> **Problem statement**: Among the entries below, find every line that has "rows" and pull it out.

===== Source data

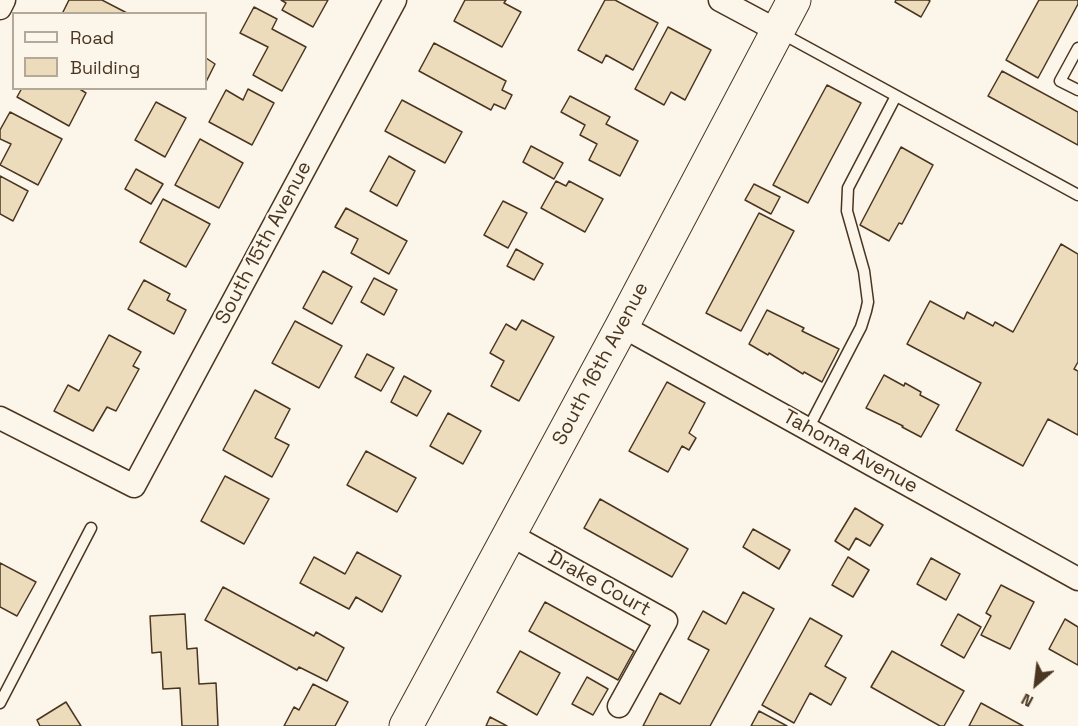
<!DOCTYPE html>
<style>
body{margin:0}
#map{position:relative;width:1078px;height:726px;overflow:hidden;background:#fbf6e9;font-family:"Space Grotesk",sans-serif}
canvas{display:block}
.legend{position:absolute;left:12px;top:12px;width:195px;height:78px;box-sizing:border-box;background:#fbf6e9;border:2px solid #b4a999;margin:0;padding:8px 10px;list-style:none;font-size:18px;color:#4a3520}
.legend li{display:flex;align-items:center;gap:12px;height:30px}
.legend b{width:30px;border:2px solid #b4a999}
.north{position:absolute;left:1006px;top:654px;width:60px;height:60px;-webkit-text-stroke:4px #fbf6e9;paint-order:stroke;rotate:208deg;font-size:16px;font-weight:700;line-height:24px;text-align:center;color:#4a3520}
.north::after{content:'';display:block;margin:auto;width:21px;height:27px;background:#4a3520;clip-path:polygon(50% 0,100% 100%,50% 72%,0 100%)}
</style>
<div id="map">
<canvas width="1078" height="726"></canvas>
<ul class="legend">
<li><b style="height:8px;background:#fbf6e9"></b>Road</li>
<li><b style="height:16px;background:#ecdcbc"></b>Building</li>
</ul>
<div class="north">N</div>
</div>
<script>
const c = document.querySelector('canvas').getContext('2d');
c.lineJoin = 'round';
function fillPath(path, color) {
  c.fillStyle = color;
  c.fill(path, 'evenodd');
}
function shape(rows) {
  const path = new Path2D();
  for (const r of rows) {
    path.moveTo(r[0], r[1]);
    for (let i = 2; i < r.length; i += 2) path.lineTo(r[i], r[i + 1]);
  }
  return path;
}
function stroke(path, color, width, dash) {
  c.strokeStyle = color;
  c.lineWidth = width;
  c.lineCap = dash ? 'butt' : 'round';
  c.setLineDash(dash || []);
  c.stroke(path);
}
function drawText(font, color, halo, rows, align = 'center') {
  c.font = font + ' "Space Grotesk",sans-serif';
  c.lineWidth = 4.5;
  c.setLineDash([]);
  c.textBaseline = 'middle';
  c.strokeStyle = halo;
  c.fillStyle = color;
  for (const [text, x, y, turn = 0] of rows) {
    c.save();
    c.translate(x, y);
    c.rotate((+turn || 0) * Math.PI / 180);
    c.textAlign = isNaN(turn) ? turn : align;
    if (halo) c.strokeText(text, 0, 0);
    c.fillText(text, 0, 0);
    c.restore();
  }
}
const building = shape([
 [69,0,102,0,127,13,62,14,69,0],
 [281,0,328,0,313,27,282,10,286,3,281,0],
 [465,0,506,0,504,3,521,12,502,47,454,21,465,0],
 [605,0,615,0,658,23,633,70,606,55,602,63,578,50,605,0],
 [896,0,928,0,930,1,921,17,895,2,896,0],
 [1039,0,1078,0,1078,4,1038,78,1006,60,1039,0],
 [254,7,277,19,272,29,306,47,282,91,253,75,268,47,240,33,254,7],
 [668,27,711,50,685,100,671,92,664,105,635,89,668,27],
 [434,43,506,81,502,90,512,95,505,109,494,104,491,110,419,71,434,43],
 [206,58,215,64,206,82,206,58],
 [1002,71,1078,112,1078,145,988,96,1002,71],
 [827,85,861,103,808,203,773,185,827,85],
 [22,88,78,88,86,93,69,126,17,97,22,88],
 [248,89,274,103,252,145,209,122,226,90,243,100,248,89],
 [570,96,610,117,606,124,638,141,620,176,589,160,597,144,580,135,585,125,561,112,570,96],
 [402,100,462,132,445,163,385,131,402,100],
 [156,102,186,118,165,157,135,140,156,102],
 [10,112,62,139,38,185,0,165,11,144,0,139,0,130,10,112],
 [200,139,243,163,219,208,175,185,200,139],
 [531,146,563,163,554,179,523,162,531,146],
 [901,147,933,165,902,224,899,223,889,241,860,225,901,147],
 [389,156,415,171,397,206,370,191,389,156],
 [136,169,163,184,151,204,125,189,136,169],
 [0,176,28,191,13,221,0,214,0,176],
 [556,181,566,186,569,181,603,199,585,232,541,208,556,181],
 [754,184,780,197,771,214,745,200,754,184],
 [163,199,210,224,186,267,140,242,163,199],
 [503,201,527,213,508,248,484,235,503,201],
 [346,208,407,241,389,274,351,253,358,239,335,227,346,208],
 [759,213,794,231,741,331,706,313,759,213],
 [1061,244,1078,254,1078,362,1074,369,1078,371,1078,435,1048,419,1023,466,956,430,981,383,907,344,930,301,964,319,967,312,993,326,995,322,1013,332,1061,244],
 [516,249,543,264,534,280,507,266,516,249],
 [323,271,352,287,332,324,303,308,323,271],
 [374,278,397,290,384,315,361,302,374,278],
 [144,280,170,294,167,300,186,310,174,334,128,309,144,280],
 [767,310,804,328,802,331,839,349,822,382,804,372,803,374,769,353,768,355,749,344,767,310],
 [522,320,554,337,519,401,491,386,504,361,490,353,506,324,516,330,522,320],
 [295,321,342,346,319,388,272,363,295,321],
 [109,335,141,352,133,366,139,369,116,411,107,407,93,431,54,411,68,385,79,391,109,335],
 [367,354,394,368,381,391,355,377,367,354],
 [884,375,904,386,905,383,921,392,920,395,939,405,921,437,902,427,903,426,866,408,884,375],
 [404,376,431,391,417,416,391,402,404,376],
 [667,382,705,403,689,433,696,438,689,450,682,446,668,472,629,451,667,382],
 [255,390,290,409,275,438,289,445,272,477,223,450,255,390],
 [448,413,481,431,463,464,430,446,448,413],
 [366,451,416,478,397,512,347,485,366,451],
 [225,476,269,499,244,544,201,521,225,476],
 [600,499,688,549,672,577,584,528,600,499],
 [855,508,883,525,870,546,856,538,849,550,835,541,855,508],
 [753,529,790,550,779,569,743,547,753,529],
 [357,552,401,576,382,612,356,597,349,609,300,583,314,557,345,574,357,552],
 [848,557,869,570,853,597,832,585,848,557],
 [931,558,960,574,946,600,917,584,931,558],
 [0,563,36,582,17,616,0,607,0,563],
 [1001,585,1034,602,1010,649,981,635,991,616,986,613,1001,585],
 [223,587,314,636,316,632,344,648,327,681,299,667,297,670,205,620,223,587],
 [743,592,774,609,710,726,643,726,660,693,680,704,709,650,688,639,703,611,726,624,743,592],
 [545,602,634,651,618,680,529,631,545,602],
 [185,614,187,649,197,648,199,684,216,683,218,726,182,726,180,688,163,689,161,652,152,653,150,616,185,614],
 [958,614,981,627,964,658,941,645,958,614],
 [810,618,842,636,825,666,846,678,831,705,810,693,794,723,762,705,810,618],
 [1065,619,1078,627,1078,665,1049,649,1065,619],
 [520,651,560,673,537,715,497,692,520,651],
 [892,651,964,691,944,726,940,726,871,687,892,651],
 [587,677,608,689,593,715,572,704,587,677],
 [313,684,348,702,335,726,284,726,294,707,299,710,313,684],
 [66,702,81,726,40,726,37,720,66,702],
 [981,703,1023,726,969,726,981,703],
 [759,711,787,726,751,726,759,711],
 [490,717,507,726,486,726,490,717]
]);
fillPath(building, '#ecdcbc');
stroke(building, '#4a3520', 1.5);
const lane = shape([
 [781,33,1078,195],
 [1078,48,1060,81,1078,90],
 [808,429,861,327,866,311,868,302,864,271,847,211,848,188,896,96],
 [0,703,91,528]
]);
const street = shape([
 [720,0,778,31],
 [0,8,4,0],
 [622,326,1078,579],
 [0,418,134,486,395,0],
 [509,534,666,621,619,706]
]);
const primary = shape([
 [406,726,622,326,794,0]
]);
stroke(lane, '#4a3520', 13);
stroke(street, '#4a3520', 25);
stroke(primary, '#4a3520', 35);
stroke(lane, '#fbf6e9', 10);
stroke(street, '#fbf6e9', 22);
stroke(primary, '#fbf6e9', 33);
drawText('20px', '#4a3520', '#fbf6e9', [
 ["South 15th Avenue",264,243,-62],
 ["South 16th Avenue",601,364,-62],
 ["Tahoma Avenue",850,452,29],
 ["Drake Court",599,584,29]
]);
</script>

==========

> **Task result**:
function shape(rows) {
  for (const r of rows) {
function drawText(font, color, halo, rows, align = 'center') {
  for (const [text, x, y, turn = 0] of rows) {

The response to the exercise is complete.